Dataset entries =
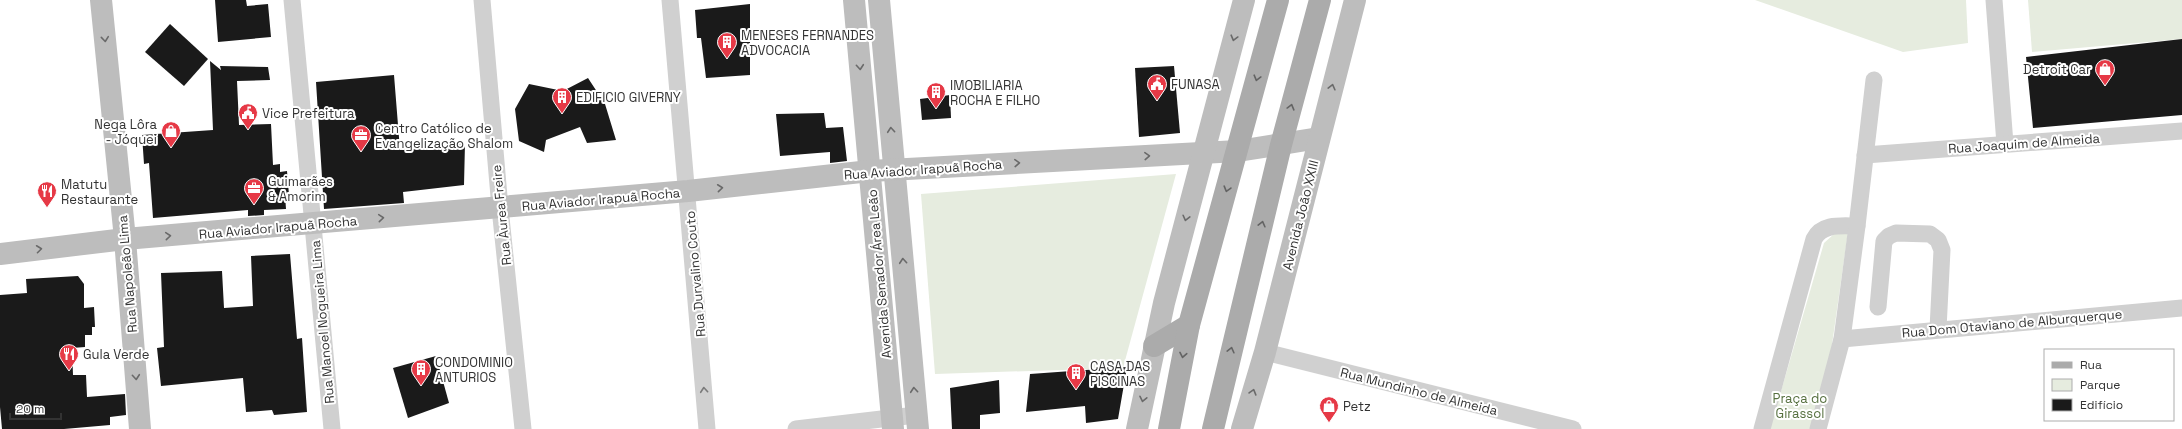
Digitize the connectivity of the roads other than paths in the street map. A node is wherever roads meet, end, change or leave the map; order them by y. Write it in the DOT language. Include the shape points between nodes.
graph roads {
  1 [pos="101,0"];
  2 [pos="292,0"];
  3 [pos="482,0"];
  4 [pos="670,0"];
  5 [pos="854,0"];
  6 [pos="880,0"];
  7 [pos="1244,0"];
  8 [pos="1278,0"];
  9 [pos="1320,0"];
  10 [pos="1355,0"];
  11 [pos="1994,0"];
  12 [pos="1874,80"];
  13 [pos="2182,131"];
  14 [pos="1319,138"];
  15 [pos="2005,144"];
  16 [pos="1281,145"];
  17 [pos="1238,151"];
  18 [pos="1202,154"];
  19 [pos="1865,155"];
  20 [pos="894,169"];
  21 [pos="870,171"];
  22 [pos="688,191"];
  23 [pos="500,208"];
  24 [pos="313,224"];
  25 [pos="1857,226"];
  26 [pos="125,239"];
  27 [pos="0,254"];
  28 [pos="1878,307"];
  29 [pos="2182,308"];
  30 [pos="1189,325"];
  31 [pos="1938,329"];
  32 [pos="1842,339"];
  33 [pos="1154,346"];
  34 [pos="1265,352"];
  35 [pos="917,422"];
  36 [pos="893,424"];
  37 [pos="1550,426"];
  38 [pos="140,429"];
  39 [pos="332,429"];
  40 [pos="523,429"];
  41 [pos="707,429"];
  42 [pos="796,429"];
  43 [pos="1136,429"];
  44 [pos="1169,429"];
  45 [pos="1213,429"];
  46 [pos="1242,429"];
  47 [pos="1573,429"];
  48 [pos="1762,429"];
  49 [pos="1818,429"];
  1 -- 26 [label="street, Rua Napoleão Lima, one-way"];
  2 -- 24 [label="street, Rua Manoel Nogueira Lima"];
  3 -- 23 [label="street, Rua Àurea Freire"];
  4 -- 22 [label="street, Rua Durvalino Couto"];
  5 -- 21 [label="street, Avenida Senador Área Leão, one-way"];
  20 -- 6 [label="street, Avenida Senador Área Leão, one-way"];
  7 -- 18 [label="street, one-way"];
  8 -- 17 [label="main road, one-way"];
  16 -- 9 [label="main road, one-way"];
  14 -- 10 [label="street, Avenida João XXIII, one-way"];
  11 -- 15 [label="street"];
  12 -- 19 [label="street"];
  13 -- 15 [label="street, Rua Joaquim de Almeida"];
  14 -- 16 [label="street, Rua Aviador Irapuã Rocha"];
  14 -- 34 [label="street, Avenida João XXIII"];
  15 -- 19 [label="street, Rua Joaquim de Almeida"];
  16 -- 17 [label="street, Rua Aviador Irapuã Rocha"];
  45 -- 16 [label="main road, one-way"];
  17 -- 18 [label="street, Rua Aviador Irapuã Rocha"];
  17 -- 30 [label="main road, one-way"];
  20 -- 18 [label="street, Rua Aviador Irapuã Rocha, one-way"];
  18 -- 33 [label="street, one-way"];
  19 -- 25 [label="street"];
  20 -- 21 [label="street, Rua Aviador Irapuã Rocha"];
  35 -- 20 [label="street, Avenida Senador Área Leão, one-way"];
  22 -- 21 [label="street, Rua Aviador Irapuã Rocha, one-way"];
  21 -- 36 [label="street, Avenida Senador Área Leão"];
  22 -- 23 [label="street, Rua Aviador Irapuã Rocha"];
  41 -- 22 [label="street, Rua Durvalino Couto, one-way"];
  24 -- 23 [label="street, Rua Aviador Irapuã Rocha, one-way"];
  23 -- 40 [label="street, Rua Àurea Freire"];
  26 -- 24 [label="street, Rua Aviador Irapuã Rocha, one-way"];
  24 -- 39 [label="street, Rua Manoel Nogueira Lima"];
  25 -- 32 [label="street"];
  25 -- 48 [label="street" via="1827,227 1821,229 1814,239"];
  27 -- 26 [label="street, Rua Aviador Irapuã Rocha, one-way"];
  26 -- 38 [label="street, Rua Napoleão Lima, one-way"];
  28 -- 31 [label="street" via="1884,242 1896,233 1930,234 1938,240 1942,250"];
  29 -- 31 [label="street, Rua Dom Otaviano de Alburquerque"];
  30 -- 33 [label="main road"];
  30 -- 44 [label="main road, one-way"];
  31 -- 32 [label="street, Rua Dom Otaviano de Alburquerque"];
  32 -- 49 [label="street"];
  33 -- 43 [label="street, one-way"];
  34 -- 37 [label="street, Rua Mundinho de Almeida"];
  46 -- 34 [label="street, Avenida João XXIII, one-way"];
  35 -- 36 [label="street"];
  36 -- 42 [label="street"];
  37 -- 47 [label="street, Rua Mundinho de Almeida"];
}
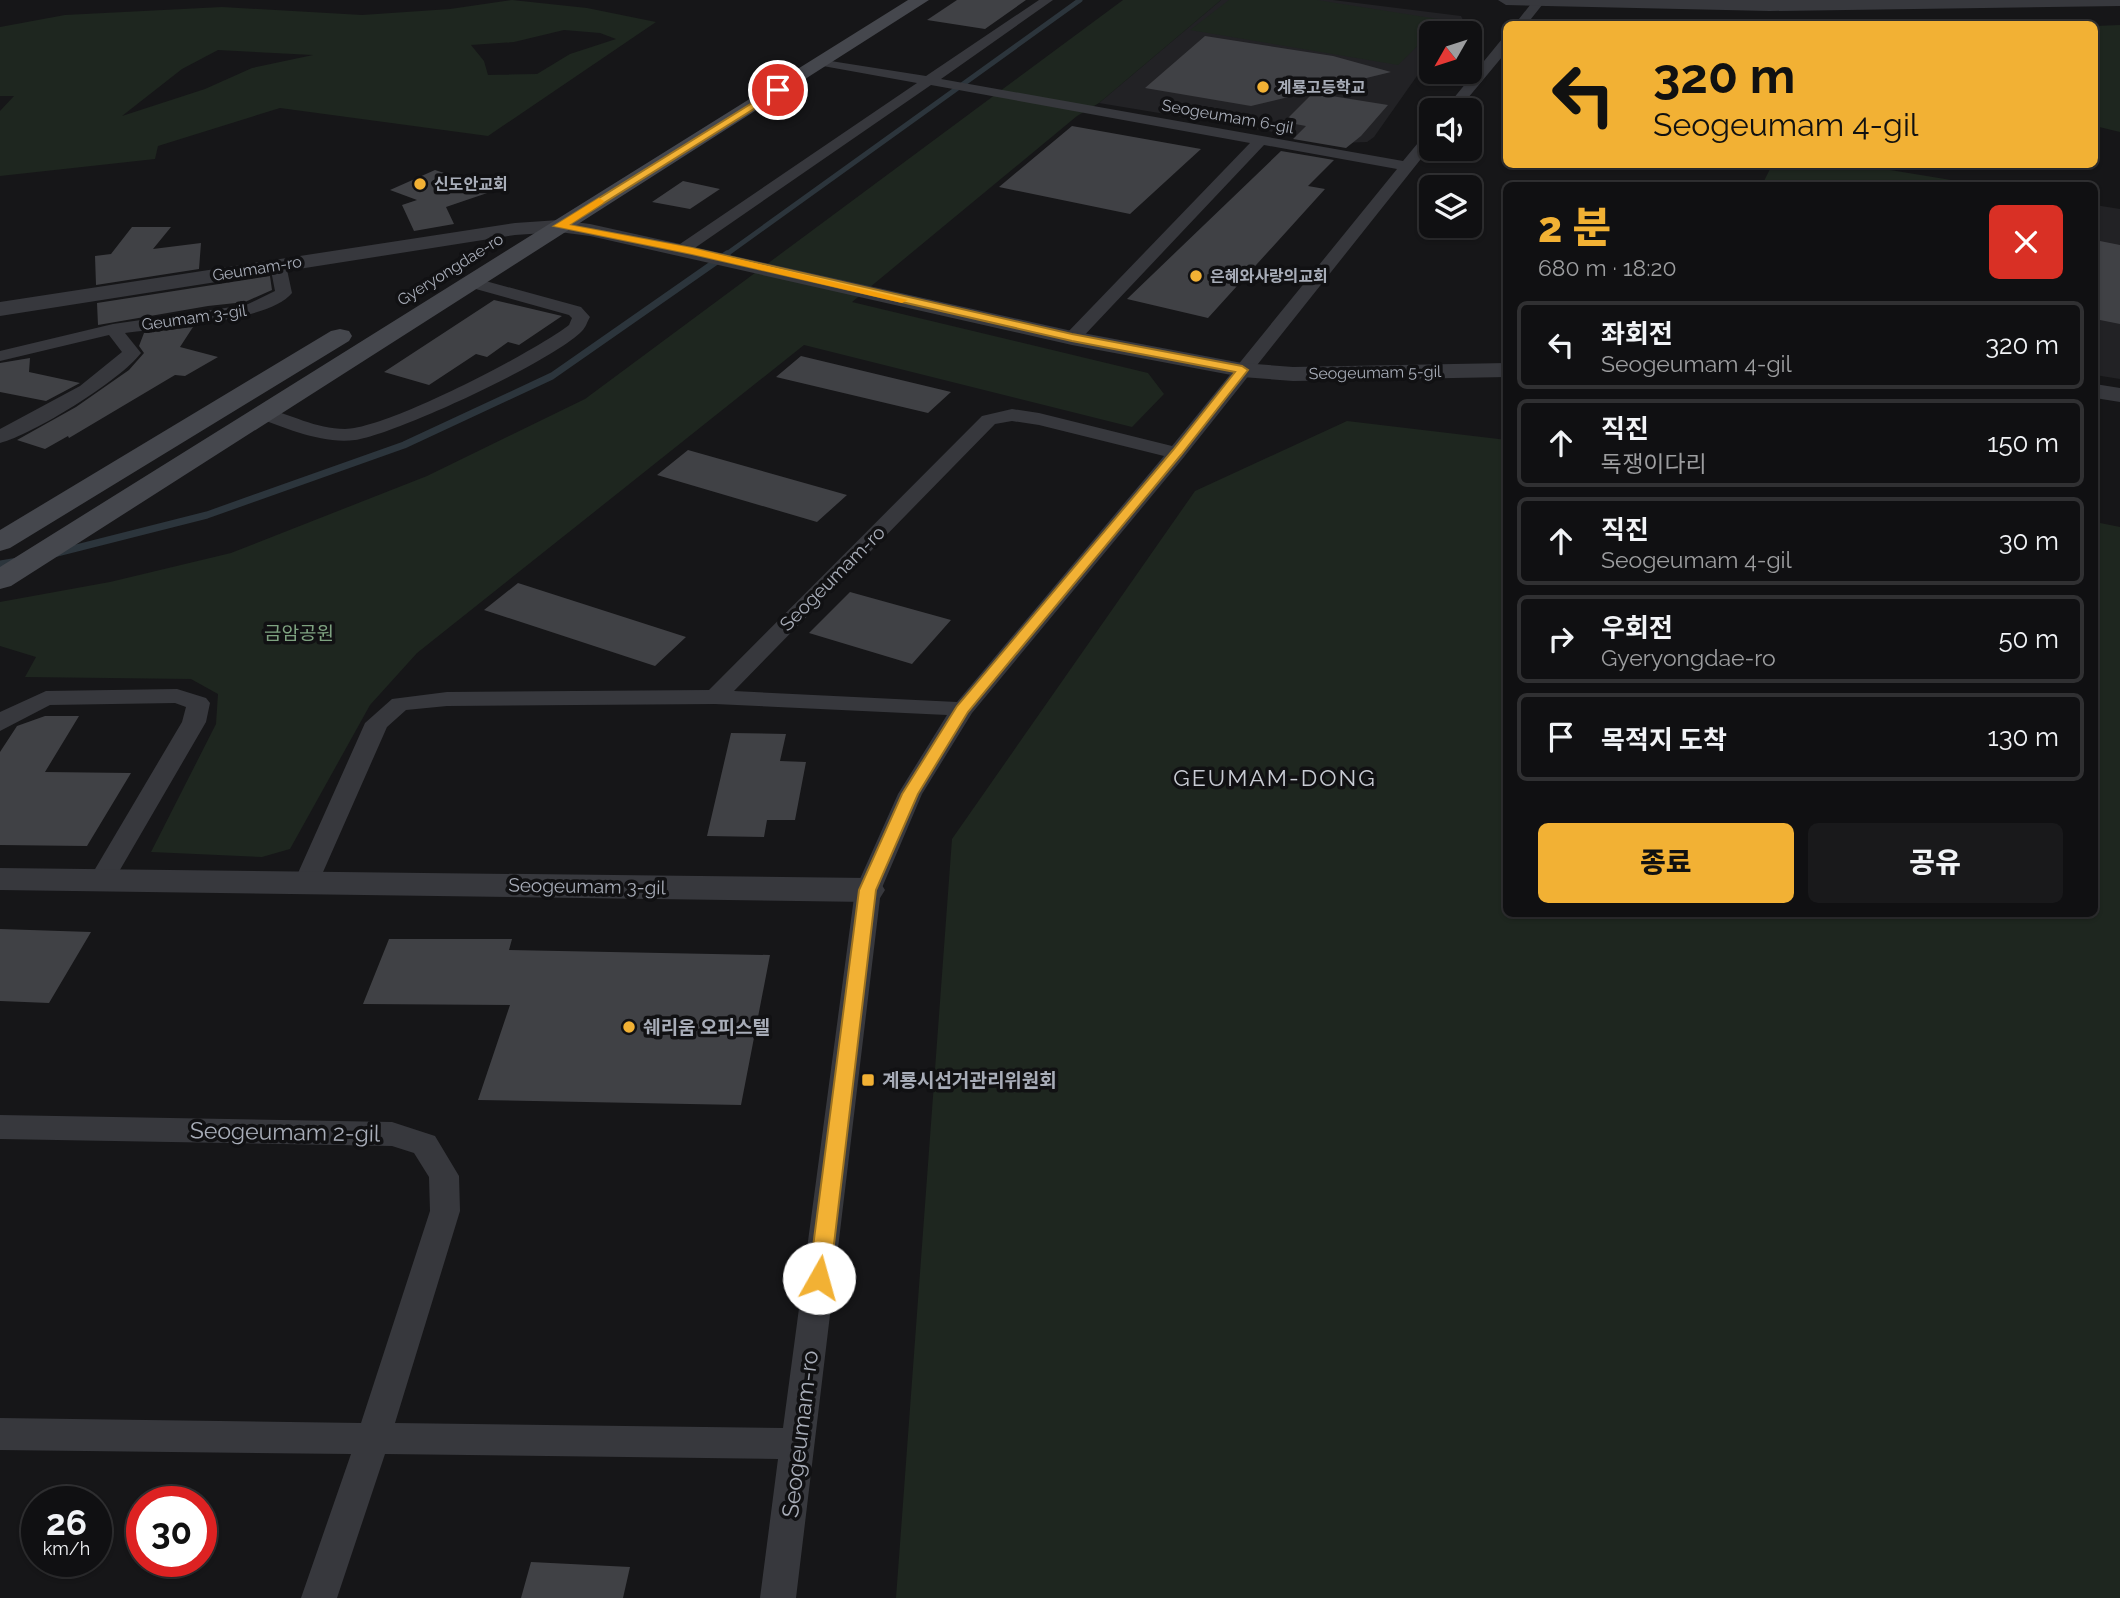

Work instructions = Return every line of the preceding records in which the word "main" appears.

Answer space =
  8 -- 17 [label="main road, one-way"];
  16 -- 9 [label="main road, one-way"];
  45 -- 16 [label="main road, one-way"];
  17 -- 30 [label="main road, one-way"];
  30 -- 33 [label="main road"];
  30 -- 44 [label="main road, one-way"];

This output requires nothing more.